◆ **What is needed**
Of all the lines in the records below, copy only those that contain the string "Geulumpang".

── Records shown ──

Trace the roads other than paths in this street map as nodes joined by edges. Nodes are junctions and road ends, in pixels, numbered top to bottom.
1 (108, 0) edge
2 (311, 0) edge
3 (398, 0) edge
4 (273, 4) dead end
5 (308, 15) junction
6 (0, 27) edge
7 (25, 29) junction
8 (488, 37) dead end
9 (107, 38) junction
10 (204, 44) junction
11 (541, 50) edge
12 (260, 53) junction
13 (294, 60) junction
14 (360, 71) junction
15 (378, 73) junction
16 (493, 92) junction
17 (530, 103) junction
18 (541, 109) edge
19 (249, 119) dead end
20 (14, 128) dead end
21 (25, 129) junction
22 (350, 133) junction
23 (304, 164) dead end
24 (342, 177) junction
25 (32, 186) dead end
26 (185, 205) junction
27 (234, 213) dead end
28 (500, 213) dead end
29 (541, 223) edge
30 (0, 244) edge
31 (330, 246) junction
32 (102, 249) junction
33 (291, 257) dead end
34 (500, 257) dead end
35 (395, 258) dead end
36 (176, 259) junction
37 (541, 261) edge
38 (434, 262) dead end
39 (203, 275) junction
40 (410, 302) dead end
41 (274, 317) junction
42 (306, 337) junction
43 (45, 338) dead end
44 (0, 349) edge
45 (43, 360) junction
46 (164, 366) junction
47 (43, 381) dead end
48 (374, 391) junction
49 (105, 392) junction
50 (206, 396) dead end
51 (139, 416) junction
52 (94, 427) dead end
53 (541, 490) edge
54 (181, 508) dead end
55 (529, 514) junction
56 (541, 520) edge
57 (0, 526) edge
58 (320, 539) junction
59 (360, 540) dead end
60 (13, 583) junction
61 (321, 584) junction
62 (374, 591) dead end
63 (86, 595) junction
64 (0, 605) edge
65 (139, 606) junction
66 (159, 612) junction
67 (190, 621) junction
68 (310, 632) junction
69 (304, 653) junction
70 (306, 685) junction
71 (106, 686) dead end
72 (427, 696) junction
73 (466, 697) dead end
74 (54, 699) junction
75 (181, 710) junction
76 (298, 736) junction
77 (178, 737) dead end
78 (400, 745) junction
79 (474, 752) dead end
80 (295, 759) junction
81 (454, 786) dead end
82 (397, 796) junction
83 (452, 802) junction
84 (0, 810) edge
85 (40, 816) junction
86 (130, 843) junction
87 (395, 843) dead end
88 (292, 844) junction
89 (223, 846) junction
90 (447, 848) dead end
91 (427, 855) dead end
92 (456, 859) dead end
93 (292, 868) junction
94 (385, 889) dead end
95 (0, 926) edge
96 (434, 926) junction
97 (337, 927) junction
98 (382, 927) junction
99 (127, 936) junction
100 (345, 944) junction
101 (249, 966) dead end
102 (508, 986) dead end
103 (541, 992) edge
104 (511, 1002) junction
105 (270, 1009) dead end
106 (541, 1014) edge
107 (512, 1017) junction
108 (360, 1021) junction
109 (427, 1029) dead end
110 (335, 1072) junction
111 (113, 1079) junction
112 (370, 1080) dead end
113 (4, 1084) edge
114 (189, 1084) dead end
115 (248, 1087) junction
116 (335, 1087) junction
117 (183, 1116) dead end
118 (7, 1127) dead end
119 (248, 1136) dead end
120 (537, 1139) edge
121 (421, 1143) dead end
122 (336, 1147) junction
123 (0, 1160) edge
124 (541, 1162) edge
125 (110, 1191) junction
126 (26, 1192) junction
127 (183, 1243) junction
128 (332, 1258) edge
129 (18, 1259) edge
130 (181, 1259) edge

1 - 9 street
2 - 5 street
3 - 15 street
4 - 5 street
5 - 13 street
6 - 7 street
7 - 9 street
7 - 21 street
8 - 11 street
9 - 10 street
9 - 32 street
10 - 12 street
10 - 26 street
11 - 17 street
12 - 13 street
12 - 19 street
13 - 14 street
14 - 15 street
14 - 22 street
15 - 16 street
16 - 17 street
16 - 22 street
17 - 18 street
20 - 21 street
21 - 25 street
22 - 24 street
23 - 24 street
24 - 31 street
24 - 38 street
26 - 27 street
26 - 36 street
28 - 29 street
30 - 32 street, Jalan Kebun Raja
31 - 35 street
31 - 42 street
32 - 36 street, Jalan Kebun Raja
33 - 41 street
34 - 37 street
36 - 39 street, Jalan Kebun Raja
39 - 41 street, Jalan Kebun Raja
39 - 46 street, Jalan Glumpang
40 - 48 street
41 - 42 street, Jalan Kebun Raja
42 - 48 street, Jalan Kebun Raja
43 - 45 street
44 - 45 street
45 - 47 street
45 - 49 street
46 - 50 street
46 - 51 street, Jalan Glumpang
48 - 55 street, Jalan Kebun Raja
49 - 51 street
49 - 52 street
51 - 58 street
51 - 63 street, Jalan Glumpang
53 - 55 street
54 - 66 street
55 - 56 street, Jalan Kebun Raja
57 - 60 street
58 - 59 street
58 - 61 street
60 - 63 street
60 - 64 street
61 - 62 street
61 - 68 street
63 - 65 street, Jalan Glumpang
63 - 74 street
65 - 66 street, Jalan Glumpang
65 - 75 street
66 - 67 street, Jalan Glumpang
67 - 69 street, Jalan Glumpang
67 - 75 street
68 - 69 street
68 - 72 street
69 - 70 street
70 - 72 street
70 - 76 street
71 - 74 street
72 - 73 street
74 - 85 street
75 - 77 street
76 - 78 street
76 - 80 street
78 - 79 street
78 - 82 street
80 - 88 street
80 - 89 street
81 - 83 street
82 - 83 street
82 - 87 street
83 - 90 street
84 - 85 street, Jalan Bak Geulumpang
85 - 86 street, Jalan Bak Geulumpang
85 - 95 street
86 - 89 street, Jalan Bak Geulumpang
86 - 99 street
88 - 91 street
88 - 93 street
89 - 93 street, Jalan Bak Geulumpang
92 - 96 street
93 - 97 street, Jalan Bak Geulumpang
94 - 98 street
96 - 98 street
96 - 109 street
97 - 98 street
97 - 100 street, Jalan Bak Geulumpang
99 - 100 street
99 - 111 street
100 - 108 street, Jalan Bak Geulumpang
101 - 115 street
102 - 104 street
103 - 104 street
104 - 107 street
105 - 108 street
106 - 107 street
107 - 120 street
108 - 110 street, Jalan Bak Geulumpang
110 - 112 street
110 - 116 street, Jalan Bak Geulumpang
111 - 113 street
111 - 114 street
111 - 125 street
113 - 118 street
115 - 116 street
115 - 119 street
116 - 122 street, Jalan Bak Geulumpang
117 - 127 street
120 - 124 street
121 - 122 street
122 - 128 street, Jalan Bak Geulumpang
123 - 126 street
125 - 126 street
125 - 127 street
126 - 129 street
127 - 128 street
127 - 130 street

───

◆ **Response area**
84 - 85 street, Jalan Bak Geulumpang
85 - 86 street, Jalan Bak Geulumpang
86 - 89 street, Jalan Bak Geulumpang
89 - 93 street, Jalan Bak Geulumpang
93 - 97 street, Jalan Bak Geulumpang
97 - 100 street, Jalan Bak Geulumpang
100 - 108 street, Jalan Bak Geulumpang
108 - 110 street, Jalan Bak Geulumpang
110 - 116 street, Jalan Bak Geulumpang
116 - 122 street, Jalan Bak Geulumpang
122 - 128 street, Jalan Bak Geulumpang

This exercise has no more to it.